### TASK DESCRIPTION
Collect the lines of the entries where "road" shows up.

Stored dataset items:
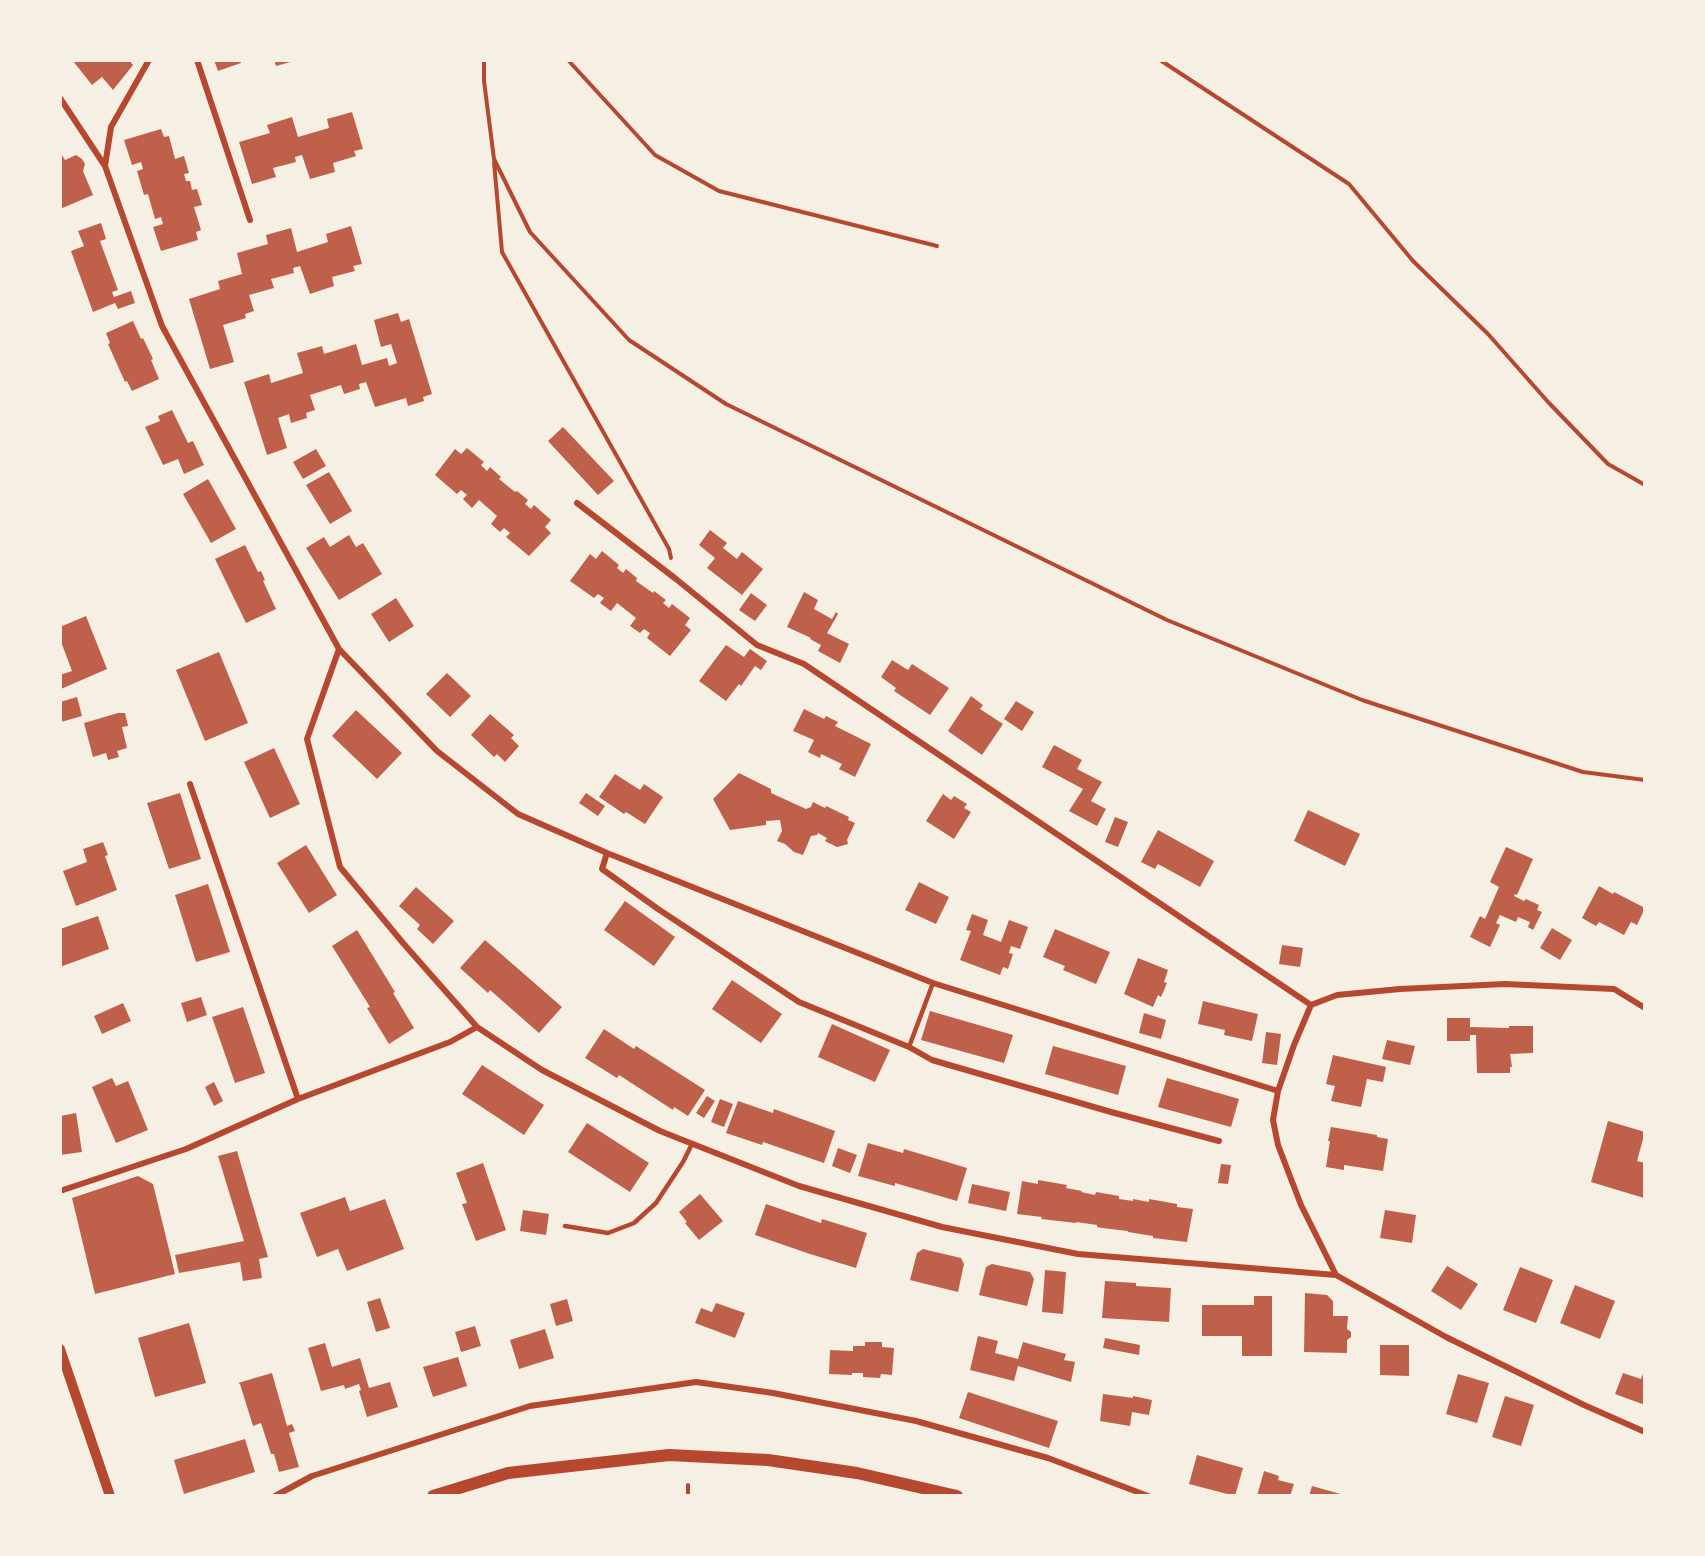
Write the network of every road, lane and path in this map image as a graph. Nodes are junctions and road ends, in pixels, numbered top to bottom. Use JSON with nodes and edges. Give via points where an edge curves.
{"nodes":[{"id":1,"x":149,"y":60,"type":"edge"},
{"id":2,"x":197,"y":60,"type":"edge"},
{"id":3,"x":484,"y":60,"type":"edge"},
{"id":4,"x":568,"y":60,"type":"edge"},
{"id":5,"x":1160,"y":60,"type":"edge"},
{"id":6,"x":60,"y":98,"type":"edge"},
{"id":7,"x":494,"y":159,"type":"junction"},
{"id":8,"x":105,"y":166,"type":"junction"},
{"id":9,"x":250,"y":220,"type":"dead end"},
{"id":10,"x":937,"y":246,"type":"dead end"},
{"id":11,"x":1645,"y":485,"type":"edge"},
{"id":12,"x":577,"y":503,"type":"dead end"},
{"id":13,"x":676,"y":579,"type":"junction"},
{"id":14,"x":339,"y":649,"type":"junction"},
{"id":15,"x":1645,"y":780,"type":"edge"},
{"id":16,"x":190,"y":784,"type":"dead end"},
{"id":17,"x":607,"y":853,"type":"junction"},
{"id":18,"x":933,"y":982,"type":"junction"},
{"id":19,"x":1311,"y":1005,"type":"junction"},
{"id":20,"x":1645,"y":1008,"type":"edge"},
{"id":21,"x":477,"y":1027,"type":"junction"},
{"id":22,"x":909,"y":1047,"type":"junction"},
{"id":23,"x":1278,"y":1091,"type":"junction"},
{"id":24,"x":298,"y":1100,"type":"junction"},
{"id":25,"x":1219,"y":1140,"type":"dead end"},
{"id":26,"x":692,"y":1144,"type":"junction"},
{"id":27,"x":60,"y":1191,"type":"edge"},
{"id":28,"x":565,"y":1226,"type":"dead end"},
{"id":29,"x":1336,"y":1275,"type":"junction"},
{"id":30,"x":60,"y":1349,"type":"edge"},
{"id":31,"x":1645,"y":1432,"type":"edge"},
{"id":32,"x":688,"y":1485,"type":"dead end"},
{"id":33,"x":110,"y":1496,"type":"edge"},
{"id":34,"x":274,"y":1496,"type":"edge"},
{"id":35,"x":433,"y":1496,"type":"edge"},
{"id":36,"x":688,"y":1496,"type":"edge"},
{"id":37,"x":957,"y":1496,"type":"edge"},
{"id":38,"x":1148,"y":1496,"type":"edge"}],
"edges":[{"from":1,"to":8,"type":"street","via":[[111,127]]},
{"from":2,"to":9,"type":"street"},
{"from":3,"to":7,"type":"path"},
{"from":4,"to":10,"type":"path","via":[[655,155],[719,191]]},
{"from":5,"to":11,"type":"path","via":[[1349,184],[1413,261],[1488,334],[1608,464]]},
{"from":6,"to":8,"type":"street"},
{"from":7,"to":13,"type":"path","via":[[502,252],[669,549]]},
{"from":7,"to":15,"type":"path","via":[[530,232],[629,340],[726,404],[1167,620],[1232,647],[1362,700],[1583,772]]},
{"from":8,"to":14,"type":"street","via":[[162,326]]},
{"from":12,"to":13,"type":"street"},
{"from":13,"to":19,"type":"street","via":[[757,645],[804,664]]},
{"from":14,"to":17,"type":"street","via":[[437,751],[518,814]]},
{"from":14,"to":21,"type":"street","via":[[307,739],[339,867]]},
{"from":16,"to":24,"type":"street"},
{"from":17,"to":18,"type":"street"},
{"from":17,"to":22,"type":"street","via":[[602,869],[799,1002]]},
{"from":18,"to":22,"type":"lane"},
{"from":18,"to":23,"type":"street"},
{"from":19,"to":20,"type":"street","via":[[1337,995],[1505,984],[1614,989]]},
{"from":19,"to":23,"type":"street"},
{"from":21,"to":24,"type":"street","via":[[450,1042]]},
{"from":21,"to":26,"type":"street","via":[[542,1070]]},
{"from":22,"to":25,"type":"street","via":[[932,1060]]},
{"from":23,"to":29,"type":"street","via":[[1274,1120],[1278,1145],[1301,1205]]},
{"from":24,"to":27,"type":"street","via":[[186,1149]]},
{"from":26,"to":28,"type":"lane","via":[[656,1203],[634,1223],[608,1233]]},
{"from":26,"to":29,"type":"street","via":[[799,1186],[942,1227],[1078,1254]]},
{"from":29,"to":31,"type":"street","via":[[1446,1337]]},
{"from":30,"to":33,"type":"street"},
{"from":32,"to":36,"type":"path"},
{"from":34,"to":38,"type":"street","via":[[312,1476],[530,1406],[696,1382],[916,1421],[1048,1458]]},
{"from":35,"to":37,"type":"main road","via":[[508,1473],[669,1455],[768,1460],[857,1473]]}]}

### TASK OUTPUT
Write the network of every road, lane and path in this map image as a graph. Nodes are junctions and road ends, in pixels, numbered top to bottom. Use JSON with nodes and edges. Give via points where an edge curves.
{"from":35,"to":37,"type":"main road","via":[[508,1473],[669,1455],[768,1460],[857,1473]]}]}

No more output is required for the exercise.